Fix HTTP errors. Rarely are mobile apps self-contained. Instead, they’re typically dependent on backend APIs, but limited visibility makes it difficult to debug API errors. Shared context into the backend with HTTP request information can equip mobile developers to be more responsive to API errors and partner more closely with backend teams. Cross-application traces help teams understand the end-to-end path of an HTTP transaction from the mobile app to the corresponding application. Combined with New Relic Synthetics’ API monitoring of the backend, you can proactively identify issues before customers experience them.

Speed:

Improve HTTP response times. In mobile development, you can only be as fast as your backend APIs. When silos separate mobile and backend developers, performance SLAs are hard to establish and audit. Using New Relic Mobile, you can see the API transactions broken down by location, device, and even connection type. A common language and data showing where milliseconds are being spent helps make performance a responsibility for everyone on the team.

Track user interaction times. A poorly written piece of mobile code can cause screen stutters, or even lock up a UI thread completely in a hard freeze. New Relic Mobile builds an analysis of the speed of each user interaction in your app, with detailed breakdowns of the most common and slowest interactions. That helps you spend your time where you can make the largest impact, leveraging real interaction data with granularity down to individual users.

Check through your backend services

Websites and native mobile apps are often powered by a set of supporting APIs and microservices. If these backend services degrade, so can the digital customer experience. Fortunately, there are techniques that can make it easier to monitor and debug these backend components to help ensure a consistently high-quality experience for your customers:

Ensure the health of your backend APIs and microservice topology. Identify your key microservice bottlenecks using New Relic APM service maps and tune their performance. Then set up API monitors in New Relic Synthetics on these services to validate that the services are available, providing the correct API payload responses, and doing so within the response time defined by your SLA. Microservices that are not publicly accessible can be monitored using private minions in New Relic Synthetics.

Configure your backend Apdex score.
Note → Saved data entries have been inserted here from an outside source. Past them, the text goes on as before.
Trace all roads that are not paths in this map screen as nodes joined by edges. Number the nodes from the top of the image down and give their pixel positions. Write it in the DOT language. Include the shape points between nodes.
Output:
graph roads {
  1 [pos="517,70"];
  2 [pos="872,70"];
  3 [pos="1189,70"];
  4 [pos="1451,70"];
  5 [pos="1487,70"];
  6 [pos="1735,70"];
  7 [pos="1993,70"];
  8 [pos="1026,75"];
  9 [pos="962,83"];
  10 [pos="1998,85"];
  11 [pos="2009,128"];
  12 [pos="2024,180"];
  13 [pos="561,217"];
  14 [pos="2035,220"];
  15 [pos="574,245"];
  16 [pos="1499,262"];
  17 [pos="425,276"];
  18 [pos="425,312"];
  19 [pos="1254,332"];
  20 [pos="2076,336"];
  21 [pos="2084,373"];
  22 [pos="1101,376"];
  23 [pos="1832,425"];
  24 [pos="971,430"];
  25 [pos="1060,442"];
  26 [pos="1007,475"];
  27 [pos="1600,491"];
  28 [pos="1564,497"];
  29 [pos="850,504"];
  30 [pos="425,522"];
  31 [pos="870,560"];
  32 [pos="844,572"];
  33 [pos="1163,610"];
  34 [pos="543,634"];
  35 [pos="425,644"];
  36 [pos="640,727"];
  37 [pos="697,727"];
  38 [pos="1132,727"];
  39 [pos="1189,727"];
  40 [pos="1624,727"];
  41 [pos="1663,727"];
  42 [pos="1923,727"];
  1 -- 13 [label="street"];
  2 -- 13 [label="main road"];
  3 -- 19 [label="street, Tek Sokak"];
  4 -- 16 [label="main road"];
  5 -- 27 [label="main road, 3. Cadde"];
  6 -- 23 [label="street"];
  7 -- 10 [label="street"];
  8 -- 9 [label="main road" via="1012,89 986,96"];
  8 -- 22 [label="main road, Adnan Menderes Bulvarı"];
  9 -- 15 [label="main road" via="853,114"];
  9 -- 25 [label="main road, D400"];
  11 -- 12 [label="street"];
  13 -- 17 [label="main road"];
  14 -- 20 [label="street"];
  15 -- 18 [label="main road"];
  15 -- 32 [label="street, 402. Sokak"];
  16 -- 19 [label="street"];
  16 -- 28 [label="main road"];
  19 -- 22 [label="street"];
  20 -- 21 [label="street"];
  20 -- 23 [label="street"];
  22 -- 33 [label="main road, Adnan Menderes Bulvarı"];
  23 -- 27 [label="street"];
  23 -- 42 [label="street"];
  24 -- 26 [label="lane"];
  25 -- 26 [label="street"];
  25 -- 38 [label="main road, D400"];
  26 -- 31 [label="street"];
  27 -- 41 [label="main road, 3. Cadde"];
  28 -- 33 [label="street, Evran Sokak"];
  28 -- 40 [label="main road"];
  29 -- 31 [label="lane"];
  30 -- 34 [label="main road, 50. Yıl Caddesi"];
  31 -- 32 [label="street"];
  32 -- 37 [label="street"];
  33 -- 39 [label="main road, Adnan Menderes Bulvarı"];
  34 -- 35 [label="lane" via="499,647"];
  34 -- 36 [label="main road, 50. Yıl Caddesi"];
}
Set up an Apdex threshold in New Relic APM to match the responsiveness from your customer base, and align this to your Apdex score in New Relic Browser. You will likely find the greatest opportunity to improve the speed of your page load in the frontend, which is monitored by New Relic Browser. However, this optimization work will often involve jumping into the backend to tune slow endpoints and services.

Check performance of third-party services. Third party-services for data, email, messaging, content, and other functions can create backend dependencies. Any issues with your third-party vendors can cause degradations or crashes; monitor these services and endpoints with New Relic Plugins and New Relic Synthetics API monitors—and decouple these external services if necessary.

Triage backend errors. Review the errors most common in the most important parts of your application errors in New Relic APM error analytics so you can triage and address the ones with the greatest impact on your quality of service.

Identify key transactions in your services. After identifying your key services, you can start identifying the key application transactions within these services—the most critical path through your most critical services. Flag them as key transactions in New Relic APM for heightened monitoring visibility to help ensure early awareness of any issues.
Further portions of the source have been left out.